Portrait Photography is Personal
A portrait is a personal experience. It is one of the things I understand as a photographer and as a daughter. It breaks my heart to hear from friends that they don’t have a nice portrait of a parent. When I ask about what pictures they do have, most will acknowledge the pictures are from high school, a wedding or when they were sick. They tell me they regret not getting a professional portrait of a loved one.
Portrait Photography Showcases our Personality
What better time to capture one’s essence is in mid-career and raising a family. To document your life in your home, workplace or any environment you cherish through a professional portrait. It is something I tried with my family ten-years ago and I am so thankful I did.
Portraits are Our Legacies
Seven years before my mother passed, I spent a few days with my parents and their closest friends. I documented their day-to-day life. It was the first time my parents saw me working as a professional photographer. And I experienced their retirement life. I am glad that we shared this experience together. During the holidays, I mostly put the camera down. It was important for me to be present as a family member, and not be an outside observer with a camera.
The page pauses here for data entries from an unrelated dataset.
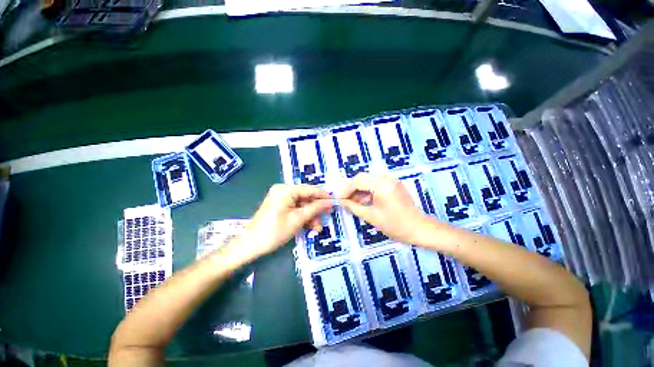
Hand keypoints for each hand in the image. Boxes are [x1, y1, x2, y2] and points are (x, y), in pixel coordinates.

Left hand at [243, 184, 333, 257]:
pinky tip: (309, 226)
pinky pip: (295, 208)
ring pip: (302, 204)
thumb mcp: (298, 219)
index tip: (335, 201)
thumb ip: (315, 208)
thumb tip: (330, 201)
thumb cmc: (274, 231)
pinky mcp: (279, 205)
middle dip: (316, 209)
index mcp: (286, 189)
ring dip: (310, 215)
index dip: (323, 195)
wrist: (250, 245)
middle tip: (325, 218)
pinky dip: (302, 217)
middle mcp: (283, 190)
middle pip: (306, 197)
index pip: (310, 189)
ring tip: (316, 228)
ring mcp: (280, 198)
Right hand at [339, 173, 432, 244]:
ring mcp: (391, 180)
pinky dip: (368, 191)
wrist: (419, 229)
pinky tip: (365, 201)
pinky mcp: (394, 184)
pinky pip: (376, 183)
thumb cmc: (395, 226)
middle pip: (363, 178)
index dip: (347, 189)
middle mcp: (387, 179)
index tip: (340, 198)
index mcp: (382, 186)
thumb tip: (342, 201)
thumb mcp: (371, 217)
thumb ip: (354, 207)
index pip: (358, 181)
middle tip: (346, 200)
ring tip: (354, 203)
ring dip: (360, 190)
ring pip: (369, 180)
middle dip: (352, 189)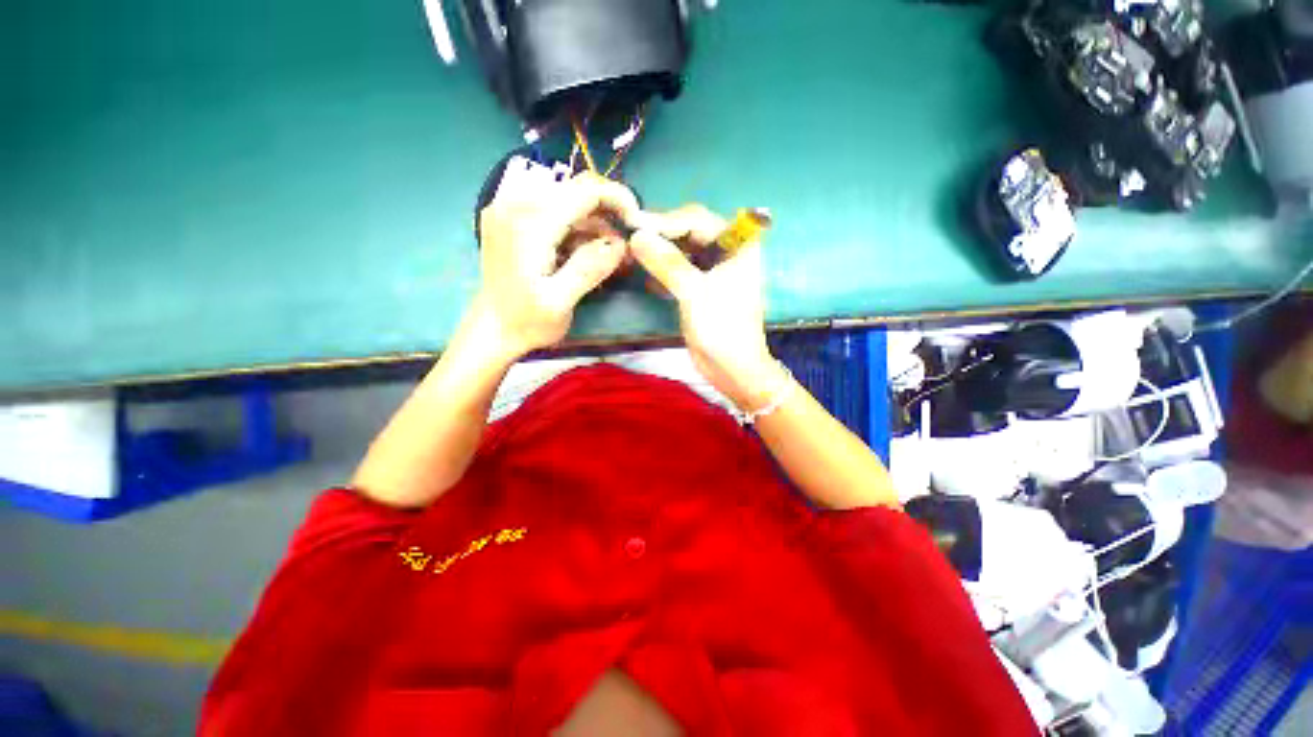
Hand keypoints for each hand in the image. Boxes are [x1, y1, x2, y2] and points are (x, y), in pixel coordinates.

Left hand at [473, 171, 641, 358]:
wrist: (491, 331)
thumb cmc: (525, 323)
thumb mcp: (560, 303)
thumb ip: (588, 269)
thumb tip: (620, 243)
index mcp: (529, 223)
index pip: (584, 190)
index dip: (618, 199)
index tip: (637, 225)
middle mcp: (516, 204)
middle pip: (577, 190)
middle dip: (607, 214)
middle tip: (625, 249)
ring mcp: (511, 208)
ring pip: (568, 200)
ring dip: (594, 224)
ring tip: (609, 257)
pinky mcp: (512, 218)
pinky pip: (555, 209)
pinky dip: (577, 228)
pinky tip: (585, 253)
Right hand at [630, 205, 786, 411]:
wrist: (733, 369)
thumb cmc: (722, 329)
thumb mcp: (694, 293)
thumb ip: (667, 263)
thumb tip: (637, 236)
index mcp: (737, 245)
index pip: (696, 220)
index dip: (664, 221)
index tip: (633, 225)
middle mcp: (727, 250)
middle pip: (689, 231)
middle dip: (660, 235)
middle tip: (630, 238)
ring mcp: (714, 269)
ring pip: (682, 250)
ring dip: (659, 253)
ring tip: (633, 255)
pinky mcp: (702, 286)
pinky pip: (680, 269)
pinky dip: (664, 271)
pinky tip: (648, 280)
However, it would be a shame as a photographer that I didn’t at some point document my family professionally through pictures and portraits. After much convincing, my mother allowed me to document their lives during a one-week assignment: traveling, entertaining and volunteering with their friends of 50-plus years. There was one moment I captured which everyone says, “that’s her! that is how I remember her!”
So when the cancer diagnosis came seven years later, it was important for me to be present as a daughter. I no longer needed the camera. I had all the pictures I needed from that one-week assignment. It was time for a daughter to care for her mother.
Portraits are Places to Remember
It has been two-years since my mother died. I revisit these pictures once or twice a year to remember her legacy as she lived. Isn’t this how we all want to be remembered? How we lived, not how we died? That is one of the reasons why portraits are important. They continue your legacy for years to come.